Pode o audiovisual (apenas, sem escrita) ser válido como representação antropológica? Na igual medida de uma antropologia feita via texto? Pode o visual criar acessos alternativos às dimensões culturais, sociais e individuais sob estudo em projetos antropológicos, constituindo-se como ferramenta metodológica com a mesma validade que os métodos de inquirição convencionais? Será possível pensar numa utilização do visual em âmbito alargado (Pink 2007a e 2007b; Jablonko 1995), com projetos não académicos (inscritos em produções artísticas ou âmbitos de intervenção social), que conviva harmoniosamente com as convenções académicas ao nível da antropologia e das ciências sociais?
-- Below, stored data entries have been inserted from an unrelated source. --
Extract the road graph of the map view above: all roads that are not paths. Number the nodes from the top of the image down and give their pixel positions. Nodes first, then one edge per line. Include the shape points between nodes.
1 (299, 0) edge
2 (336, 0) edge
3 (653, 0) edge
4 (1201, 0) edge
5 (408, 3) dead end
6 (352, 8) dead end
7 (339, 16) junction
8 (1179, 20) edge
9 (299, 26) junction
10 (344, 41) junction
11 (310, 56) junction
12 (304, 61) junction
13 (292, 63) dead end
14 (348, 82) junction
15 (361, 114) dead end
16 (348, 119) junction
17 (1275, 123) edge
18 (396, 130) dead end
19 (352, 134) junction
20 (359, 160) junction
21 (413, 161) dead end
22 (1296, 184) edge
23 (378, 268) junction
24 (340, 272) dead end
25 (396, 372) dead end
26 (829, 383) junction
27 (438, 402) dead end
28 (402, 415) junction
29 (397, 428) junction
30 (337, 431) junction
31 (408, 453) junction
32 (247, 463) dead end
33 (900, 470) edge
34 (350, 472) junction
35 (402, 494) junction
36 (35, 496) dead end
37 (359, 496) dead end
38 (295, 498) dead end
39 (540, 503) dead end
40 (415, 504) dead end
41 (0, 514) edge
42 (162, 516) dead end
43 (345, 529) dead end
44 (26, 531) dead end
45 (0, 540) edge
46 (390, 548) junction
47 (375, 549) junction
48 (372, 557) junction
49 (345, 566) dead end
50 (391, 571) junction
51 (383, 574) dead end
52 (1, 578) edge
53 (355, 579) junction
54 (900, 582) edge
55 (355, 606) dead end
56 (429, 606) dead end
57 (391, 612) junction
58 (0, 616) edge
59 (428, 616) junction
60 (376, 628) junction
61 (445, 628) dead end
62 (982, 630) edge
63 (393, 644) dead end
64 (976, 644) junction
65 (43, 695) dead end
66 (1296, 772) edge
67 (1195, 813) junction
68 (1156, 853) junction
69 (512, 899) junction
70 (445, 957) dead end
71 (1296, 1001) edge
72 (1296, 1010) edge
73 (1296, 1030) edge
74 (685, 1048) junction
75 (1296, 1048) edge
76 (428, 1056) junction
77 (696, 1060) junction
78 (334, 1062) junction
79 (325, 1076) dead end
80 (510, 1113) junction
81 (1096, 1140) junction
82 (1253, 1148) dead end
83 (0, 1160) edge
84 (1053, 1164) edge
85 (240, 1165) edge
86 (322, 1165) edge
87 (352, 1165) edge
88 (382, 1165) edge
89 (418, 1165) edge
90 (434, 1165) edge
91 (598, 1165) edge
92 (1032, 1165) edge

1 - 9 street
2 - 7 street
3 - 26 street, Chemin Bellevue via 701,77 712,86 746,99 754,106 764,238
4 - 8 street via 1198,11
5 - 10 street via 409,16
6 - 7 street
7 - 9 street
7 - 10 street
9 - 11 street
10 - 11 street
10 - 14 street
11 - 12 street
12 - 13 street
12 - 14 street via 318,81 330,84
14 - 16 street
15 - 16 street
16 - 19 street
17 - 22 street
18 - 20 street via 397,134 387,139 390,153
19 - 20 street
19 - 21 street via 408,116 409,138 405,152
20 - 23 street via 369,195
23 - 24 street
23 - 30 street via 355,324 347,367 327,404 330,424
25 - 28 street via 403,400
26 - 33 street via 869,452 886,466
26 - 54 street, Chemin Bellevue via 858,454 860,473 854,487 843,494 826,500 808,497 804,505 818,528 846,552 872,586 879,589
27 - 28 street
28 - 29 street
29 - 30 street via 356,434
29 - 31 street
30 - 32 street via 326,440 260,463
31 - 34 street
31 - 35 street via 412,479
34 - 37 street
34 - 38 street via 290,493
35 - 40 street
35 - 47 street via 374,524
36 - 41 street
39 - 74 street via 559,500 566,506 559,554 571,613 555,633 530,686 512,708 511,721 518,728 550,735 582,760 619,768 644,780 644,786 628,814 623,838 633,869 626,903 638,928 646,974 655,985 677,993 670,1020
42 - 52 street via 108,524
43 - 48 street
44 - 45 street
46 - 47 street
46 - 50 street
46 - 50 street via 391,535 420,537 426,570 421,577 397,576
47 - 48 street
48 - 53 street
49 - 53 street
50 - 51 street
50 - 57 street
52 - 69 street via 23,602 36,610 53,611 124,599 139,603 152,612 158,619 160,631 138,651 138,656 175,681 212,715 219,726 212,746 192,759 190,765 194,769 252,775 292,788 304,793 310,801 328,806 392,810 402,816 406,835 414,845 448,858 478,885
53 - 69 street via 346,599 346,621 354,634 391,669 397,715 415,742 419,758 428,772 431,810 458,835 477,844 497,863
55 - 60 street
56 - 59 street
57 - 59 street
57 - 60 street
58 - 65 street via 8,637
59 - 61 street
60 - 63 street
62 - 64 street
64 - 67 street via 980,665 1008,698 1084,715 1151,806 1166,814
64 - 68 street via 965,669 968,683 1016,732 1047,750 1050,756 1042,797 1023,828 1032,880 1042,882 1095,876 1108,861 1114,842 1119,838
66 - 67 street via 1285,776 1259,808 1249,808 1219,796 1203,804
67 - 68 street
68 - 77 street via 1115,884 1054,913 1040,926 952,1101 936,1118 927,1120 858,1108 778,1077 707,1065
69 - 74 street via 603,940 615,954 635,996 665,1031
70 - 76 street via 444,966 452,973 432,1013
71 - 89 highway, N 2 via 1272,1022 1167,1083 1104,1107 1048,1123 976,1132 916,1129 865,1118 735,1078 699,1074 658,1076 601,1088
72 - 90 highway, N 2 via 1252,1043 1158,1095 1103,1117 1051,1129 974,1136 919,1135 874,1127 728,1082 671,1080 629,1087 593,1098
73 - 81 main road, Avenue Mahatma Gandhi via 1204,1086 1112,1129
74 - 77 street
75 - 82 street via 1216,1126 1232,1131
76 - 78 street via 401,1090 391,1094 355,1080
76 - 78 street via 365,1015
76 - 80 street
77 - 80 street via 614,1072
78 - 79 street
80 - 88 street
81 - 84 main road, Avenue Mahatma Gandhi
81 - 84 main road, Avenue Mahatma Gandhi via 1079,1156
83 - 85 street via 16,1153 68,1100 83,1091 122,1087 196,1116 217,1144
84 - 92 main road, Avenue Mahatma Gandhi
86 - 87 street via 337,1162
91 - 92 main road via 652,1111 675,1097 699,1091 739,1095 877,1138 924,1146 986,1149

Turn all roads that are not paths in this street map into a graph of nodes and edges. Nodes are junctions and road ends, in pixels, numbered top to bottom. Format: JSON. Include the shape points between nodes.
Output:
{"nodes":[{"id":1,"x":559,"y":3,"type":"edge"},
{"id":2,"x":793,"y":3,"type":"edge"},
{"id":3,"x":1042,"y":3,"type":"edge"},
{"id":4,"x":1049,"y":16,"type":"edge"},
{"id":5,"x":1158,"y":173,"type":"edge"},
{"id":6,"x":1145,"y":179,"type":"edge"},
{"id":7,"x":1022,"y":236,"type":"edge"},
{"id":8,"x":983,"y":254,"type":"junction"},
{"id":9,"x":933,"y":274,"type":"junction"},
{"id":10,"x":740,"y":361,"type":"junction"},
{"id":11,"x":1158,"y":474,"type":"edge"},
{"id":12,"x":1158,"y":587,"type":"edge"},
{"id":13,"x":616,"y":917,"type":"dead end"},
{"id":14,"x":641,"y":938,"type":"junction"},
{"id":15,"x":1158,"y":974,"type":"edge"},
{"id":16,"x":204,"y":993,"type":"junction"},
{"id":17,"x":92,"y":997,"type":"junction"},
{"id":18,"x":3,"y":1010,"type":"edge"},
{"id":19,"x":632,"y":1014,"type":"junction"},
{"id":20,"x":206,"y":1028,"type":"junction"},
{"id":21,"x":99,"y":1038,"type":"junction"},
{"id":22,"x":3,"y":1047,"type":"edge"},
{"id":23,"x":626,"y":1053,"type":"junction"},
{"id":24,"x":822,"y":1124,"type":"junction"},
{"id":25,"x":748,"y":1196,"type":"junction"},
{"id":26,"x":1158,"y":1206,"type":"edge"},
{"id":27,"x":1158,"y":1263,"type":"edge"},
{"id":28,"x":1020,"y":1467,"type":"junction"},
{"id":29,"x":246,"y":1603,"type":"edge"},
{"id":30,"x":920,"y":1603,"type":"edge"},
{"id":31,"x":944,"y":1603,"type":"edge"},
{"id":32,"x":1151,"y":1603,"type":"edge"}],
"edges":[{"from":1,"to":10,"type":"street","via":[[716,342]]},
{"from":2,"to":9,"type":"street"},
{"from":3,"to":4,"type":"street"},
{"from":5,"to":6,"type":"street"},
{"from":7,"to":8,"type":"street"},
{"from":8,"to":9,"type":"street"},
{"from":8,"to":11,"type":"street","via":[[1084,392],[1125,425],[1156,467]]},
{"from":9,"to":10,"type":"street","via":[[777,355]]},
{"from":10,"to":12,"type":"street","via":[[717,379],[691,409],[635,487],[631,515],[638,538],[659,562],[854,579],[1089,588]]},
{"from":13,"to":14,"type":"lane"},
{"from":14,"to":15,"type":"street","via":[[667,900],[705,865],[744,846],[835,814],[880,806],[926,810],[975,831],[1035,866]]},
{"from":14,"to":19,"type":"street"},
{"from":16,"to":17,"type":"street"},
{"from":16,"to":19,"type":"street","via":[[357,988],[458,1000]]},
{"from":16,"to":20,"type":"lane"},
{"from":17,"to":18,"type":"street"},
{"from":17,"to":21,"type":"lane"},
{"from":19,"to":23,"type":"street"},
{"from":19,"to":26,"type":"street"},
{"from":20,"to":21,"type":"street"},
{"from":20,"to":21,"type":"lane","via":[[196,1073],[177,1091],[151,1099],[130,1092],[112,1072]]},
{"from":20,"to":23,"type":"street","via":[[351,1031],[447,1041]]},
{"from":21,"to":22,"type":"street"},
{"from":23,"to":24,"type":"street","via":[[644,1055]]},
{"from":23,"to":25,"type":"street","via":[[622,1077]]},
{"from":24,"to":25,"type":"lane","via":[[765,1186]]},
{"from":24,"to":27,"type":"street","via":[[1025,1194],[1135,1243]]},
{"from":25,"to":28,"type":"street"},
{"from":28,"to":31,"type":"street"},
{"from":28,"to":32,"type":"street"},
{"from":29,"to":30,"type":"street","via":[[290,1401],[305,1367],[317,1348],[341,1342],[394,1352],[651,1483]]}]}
Condições contemporâneas da pesquisa audiovisual: oportunidades e ameaças

Na verdade, o meu argumento reconhece a produção de análises e interpretações específicas e alternativas sobre a realidade social através da utilização das imagens, em formatos continuamente renovados (e. g. digital e multimédia), num contexto atual de audiovisualização crescente do mundo, que tem efeitos nas sociedades, nos indivíduos e na própria ciência antropológica. Por um lado, são as investigações antropológicas que dão uso mais profícuo e assíduo ao audiovisual fora do próprio domínio especializado da antropologia visual e da antropologia académica (Banks e Ruby 2011; Campos 2011, Pink 2007b). Por outro, em muitas sociedades, assistimos a uma mediatização e a uma espetacularização extrema de fenómenos sociais e individuais que tem como exemplos a “facebookização” das relações e interações sociais e o que chamaria o “sobretelevisionamento” dos detalhes quotidianos das vidas individuais e familiares. São tendências sociais (e audiovisuais) que têm cúmulos nos formatos televisivos do género Big Brother, através dos quais assistimos não só a uma sobre-exposição de indivíduos aparentemente normais, mas também à própria produção identitária individual e coletiva em processos mediatizados. Tudo isto é realizado perante audiências de milhões de espetadores, que, por sua vez, incorporam e alimentam o desejo da sua própria exibição pública mediatizada.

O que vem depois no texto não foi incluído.